Tracing is an important step in metalworking. A plot error inevitably leads to a runtime error, which is often difficult to "catch up". Tracing is most often exactly reporting the indications provided by the drawing which, in scale or in full size, remains indispensable. It is therefore necessary to use appropriate tools, in good condition, and to use all your knowledge in geometry (plane or in space).
- Metal ruler
- Carbide tip
1. Many lines can be done with a hard pencil and a metal ruler. The pencil lead must rest on the line of intersection between the ruler and the work piece. Use the hard pencil for light alloy plots where the scribing tip leaves a groove, which may cause a break. The pencil is also used for preparatory layouts (marking and measurement) before the one made at the tip.
2. A trace on a profile (drawing of a line of cut to the square) is made with a tungsten carbide scribe. This must remain in contact with the line of intersection of the square (or ruler) and the profile, so that the layout is strictly straight. Always place the piece flat on a workbench.
3. To draw a circle on a metal sheet, use the spiked compass. The most common type of spike compass, this quick-action spring-loaded compass, allows for easy and precise adjustment. There are also compass points reported, with locking screws, ensuring greater accuracy. The compass is also used to record small lengths, from the drawing or the graduated ruler, and to realize the geometric constructions. For a tungsten carbide or tungsten carbide tip to be more visible, sprinkle the metal with chalk powder.
4. The vernier caliper, a very precise measuring instrument, is used here to accurately measure the inside diameter of a copper tube. It consists of a square with a fixed spout and a graduated ruler. A movable beak, sliding along the ruler, carries a small graduated ruler; this beak is called the vernier. The slider profile of the caliper allows internal measurements; in this case, the reading value must take into account the width of the spout and be increased by 1 cm.
5. The vernier caliper is used to check the thickness of a part during machining. The reading of the caliper presents no difficulty: the number of millimeters is read on the graduated scale, to the division situated immediately to the left of the zero of the vernier. The number of tenths of a millimeter is read on the vernier, the division which most coincides with one of those of the rule.
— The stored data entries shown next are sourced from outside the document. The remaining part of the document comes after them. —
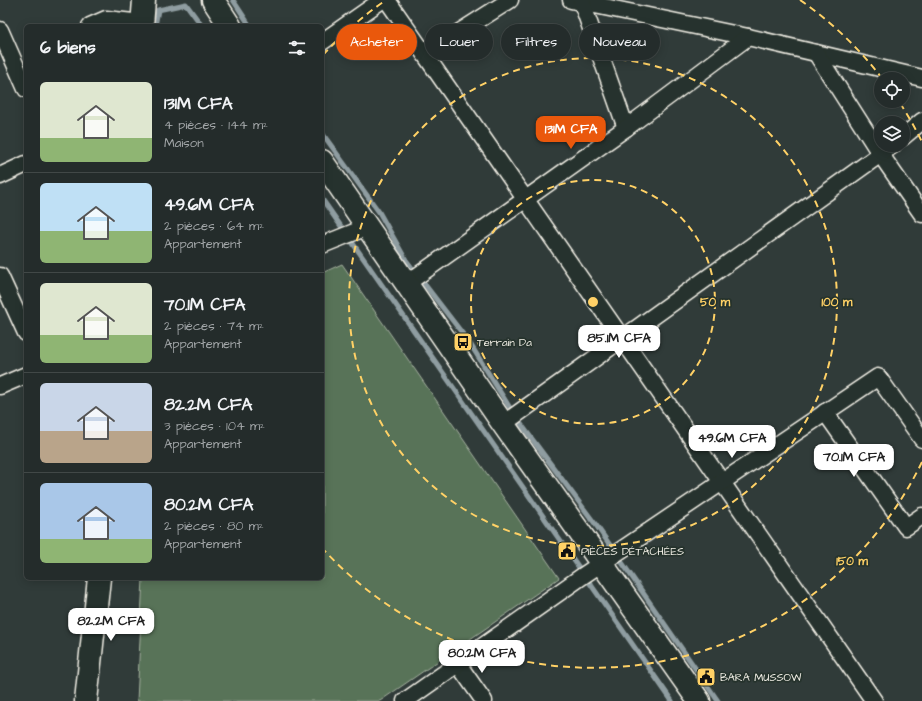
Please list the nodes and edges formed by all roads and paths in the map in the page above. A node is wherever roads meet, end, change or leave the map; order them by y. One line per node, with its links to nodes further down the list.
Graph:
1 (144, 0): 8 (main road)
2 (213, 0): 9 (main road)
3 (382, 0): 13 (street)
4 (387, 0): 14 (street)
5 (510, 0): 10 (street)
6 (577, 1): 12 (street); 21 (street)
7 (95, 24): 8 (street)
8 (142, 24)
9 (229, 24)
10 (473, 24)
11 (0, 30): 16 (street)
12 (748, 38): 15 (street); 21 (street)
13 (324, 41)
14 (425, 53)
15 (816, 53): 18 (street); 24 (street)
16 (20, 58): 19 (street)
17 (430, 60): 28 (street)
18 (922, 78)
19 (24, 79)
20 (922, 121): 22 (street)
21 (626, 128): 28 (street)
22 (910, 131)
23 (885, 152): 24 (street)
24 (881, 155): 29 (street); 35 (street)
25 (324, 164): 30 (main road)
26 (24, 165): 27 (street)
27 (0, 176)
28 (525, 200): 33 (street); 35 (street)
29 (922, 214)
30 (367, 227): 31 (street); 33 (main road)
31 (324, 244)
32 (0, 276): 34 (street)
33 (406, 284): 39 (main road)
34 (24, 329)
35 (622, 339): 39 (street); 41 (street)
36 (24, 376): 37 (street)
37 (0, 386)
38 (826, 412): 40 (street); 41 (street); 42 (street)
39 (503, 424): 43 (main road)
40 (922, 439)
41 (722, 482): 43 (street); 50 (street)
42 (922, 516)
43 (601, 563): 45 (street); 49 (main road)
44 (99, 580): 46 (main road)
45 (458, 664): 47 (street); 48 (street)
46 (86, 701)
47 (405, 701)
48 (484, 701)
49 (700, 701)
50 (874, 701)

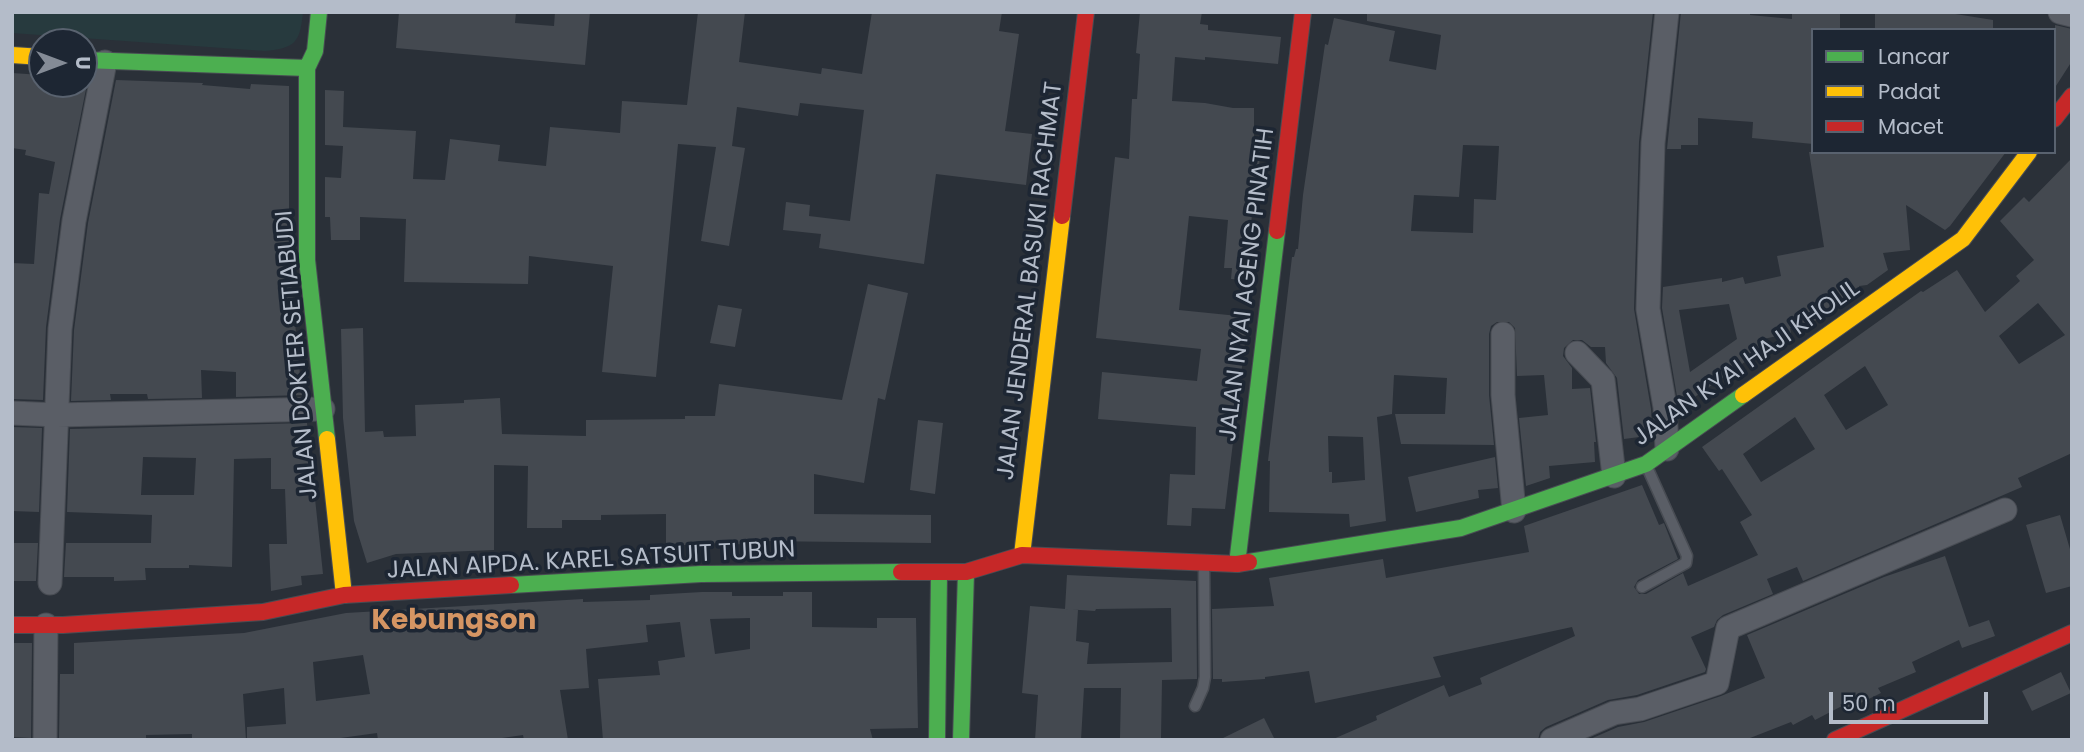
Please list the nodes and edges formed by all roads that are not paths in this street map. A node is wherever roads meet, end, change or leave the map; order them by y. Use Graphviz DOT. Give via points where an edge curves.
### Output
graph roads {
  1 [pos="319,12"];
  2 [pos="1086,12"];
  3 [pos="1303,12"];
  4 [pos="1667,12"];
  5 [pos="2060,12"];
  6 [pos="2072,15"];
  7 [pos="98,61"];
  8 [pos="307,68"];
  9 [pos="2072,96"];
  10 [pos="89,98"];
  11 [pos="2056,116"];
  12 [pos="2027,154"];
  13 [pos="1503,334"];
  14 [pos="1577,353"];
  15 [pos="323,409"];
  16 [pos="12,413"];
  17 [pos="57,415"];
  18 [pos="1667,449"];
  19 [pos="1646,464"];
  20 [pos="1614,476"];
  21 [pos="2006,510"];
  22 [pos="1514,511"];
  23 [pos="1022,555"];
  24 [pos="1204,562"];
  25 [pos="1237,564"];
  26 [pos="966,572"];
  27 [pos="939,574"];
  28 [pos="50,583"];
  29 [pos="1642,587"];
  30 [pos="344,595"];
  31 [pos="12,625"];
  32 [pos="46,625"];
  33 [pos="2072,634"];
  34 [pos="1195,706"];
  35 [pos="46,740"];
  36 [pos="937,740"];
  37 [pos="961,740"];
  38 [pos="1552,740"];
  39 [pos="1835,740"];
  1 -- 8 [label="main road, JALAN DOKTER SETIABUDI" via="315,51"];
  2 -- 23 [label="main road, JALAN JENDERAL BASUKI RACHMAT"];
  3 -- 25 [label="main road, JALAN NYAI AGENG PINATIH"];
  4 -- 18 [label="street" via="1653,143 1648,309 1665,407"];
  5 -- 6 [label="street"];
  7 -- 8 [label="main road"];
  8 -- 15 [label="main road, JALAN DOKTER SETIABUDI" via="307,260"];
  9 -- 11 [label="main road"];
  10 -- 17 [label="street" via="60,329"];
  12 -- 18 [label="main road, JALAN KYAI HAJI KHOLIL" via="1963,239"];
  13 -- 22 [label="street" via="1503,395"];
  14 -- 20 [label="street" via="1603,380"];
  15 -- 17 [label="street"];
  15 -- 30 [label="main road, JALAN DOKTER SETIABUDI"];
  16 -- 17 [label="street"];
  17 -- 28 [label="street"];
  18 -- 19 [label="main road, JALAN KYAI HAJI KHOLIL"];
  19 -- 20 [label="main road, JALAN KYAI HAJI KHOLIL"];
  19 -- 29 [label="lane" via="1687,556 1678,569"];
  20 -- 22 [label="main road, JALAN KYAI HAJI KHOLIL"];
  21 -- 38 [label="street" via="1728,628 1717,683 1614,713"];
  22 -- 25 [label="main road, JALAN KYAI HAJI KHOLIL" via="1461,528"];
  23 -- 24 [label="main road, JALAN KYAI HAJI KHOLIL"];
  23 -- 26 [label="main road, JALAN KYAI HAJI KHOLIL"];
  24 -- 25 [label="main road, JALAN KYAI HAJI KHOLIL"];
  24 -- 34 [label="lane" via="1205,677"];
  26 -- 27 [label="main road, JALAN AIPDA. KAREL SATSUIT TUBUN"];
  26 -- 37 [label="main road"];
  27 -- 30 [label="main road, JALAN AIPDA. KAREL SATSUIT TUBUN" via="701,574"];
  27 -- 36 [label="main road"];
  30 -- 32 [label="main road, JALAN AIPDA. KAREL SATSUIT TUBUN" via="263,611"];
  31 -- 32 [label="main road, JALAN AIPDA. KAREL SATSUIT TUBUN"];
  32 -- 35 [label="street"];
  33 -- 39 [label="main road"];
}
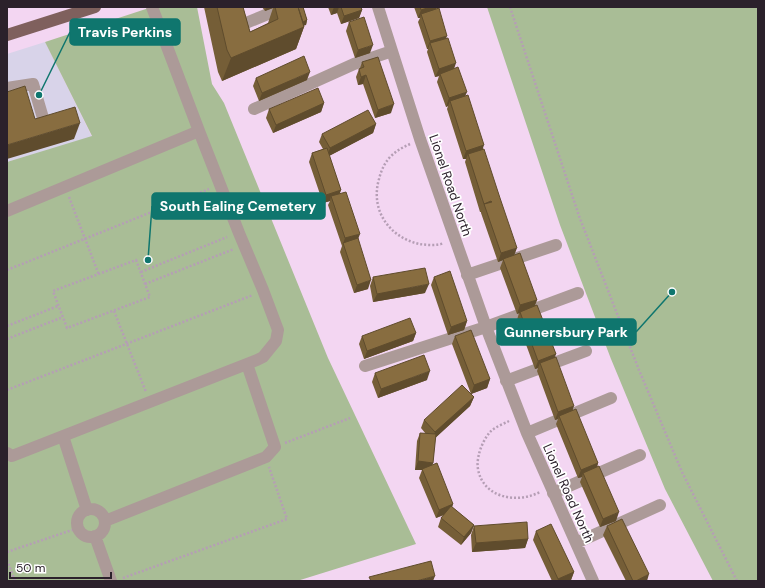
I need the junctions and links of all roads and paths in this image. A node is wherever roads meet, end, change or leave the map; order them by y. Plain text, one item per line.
1 (95, 7) edge
2 (152, 7) edge
3 (285, 7) edge
4 (378, 7) edge
5 (510, 7) edge
6 (82, 9) edge
7 (241, 25) edge
8 (7, 35) edge
9 (392, 51) junction
10 (7, 88) edge
11 (254, 109) dead end
12 (43, 118) edge
13 (199, 131) junction
14 (420, 139) junction
15 (220, 185) junction
16 (65, 187) junction
17 (7, 211) edge
18 (239, 233) junction
19 (85, 238) junction
20 (454, 238) junction
21 (245, 245) junction
22 (556, 245) dead end
23 (7, 270) edge
24 (140, 272) junction
25 (99, 275) junction
26 (467, 275) junction
27 (145, 284) junction
28 (264, 290) junction
29 (578, 293) dead end
30 (58, 306) junction
31 (114, 311) junction
32 (63, 317) junction
33 (7, 326) edge
34 (486, 326) junction
35 (7, 339) edge
36 (127, 344) junction
37 (586, 350) dead end
38 (247, 364) junction
39 (365, 366) dead end
40 (506, 381) junction
41 (7, 390) edge
42 (611, 398) dead end
43 (150, 402) junction
44 (520, 415) junction
45 (350, 418) dead end
46 (527, 433) junction
47 (63, 436) junction
48 (275, 447) junction
49 (7, 453) edge
50 (640, 455) dead end
51 (266, 457) junction
52 (552, 490) junction
53 (660, 505) dead end
54 (87, 510) junction
55 (105, 521) junction
56 (78, 528) junction
57 (95, 536) junction
58 (576, 542) junction
59 (7, 552) edge
60 (7, 560) edge
61 (117, 580) edge
62 (15, 581) edge
63 (593, 581) edge
64 (737, 581) edge

1 - 6 main road
2 - 13 street
3 - 7 street
4 - 9 street, Lionel Road North
5 - 64 path
6 - 8 main road
9 - 11 street
9 - 14 street, Lionel Road North
10 - 12 street
13 - 15 street
13 - 16 street
14 - 20 street, Lionel Road North
14 - 20 path
15 - 18 street
15 - 19 path
16 - 17 street
16 - 19 path
18 - 21 street
18 - 24 path
19 - 23 path
19 - 25 path
20 - 26 street, Lionel Road North
21 - 27 path
21 - 28 street
22 - 26 street
24 - 25 path
24 - 27 path
25 - 30 path
26 - 34 street, Lionel Road North
27 - 31 path
28 - 36 path
28 - 38 street
29 - 34 street
30 - 32 path
30 - 33 path
31 - 32 path
31 - 36 path
32 - 35 path
34 - 39 street
34 - 40 street, Lionel Road North
36 - 41 path
36 - 43 path
37 - 40 street
38 - 43 street
38 - 48 street
40 - 44 street, Lionel Road North
42 - 46 street
43 - 47 street
44 - 46 street, Lionel Road North
44 - 52 path
45 - 48 path
46 - 52 street, Lionel Road North
47 - 49 street
47 - 54 street
48 - 51 street
50 - 52 street
51 - 55 street
51 - 61 path
52 - 58 street, Lionel Road North
53 - 58 street
54 - 55 street
54 - 56 street
55 - 57 street
56 - 57 street
56 - 59 path
57 - 61 street
58 - 63 street, Lionel Road North
60 - 62 path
6. Current traces are made with a graduated ruler; it is a rigid or flexible steel blade carrying a millimetric scale (single or double). To find a point in a pencil on a flat surface, draw a V-shaped mark from the division of the ruler.
On the same topic
- DIY videos
- Use level, plumb line, water level and laser level
- DIY tips
- How to measure and trace on metal?
- Collage of metal
- Metal sawing
- Joinery: tracing
- Joinery: establishment of parts for assemblies
- Problem cellar walls: lime? saltpetre?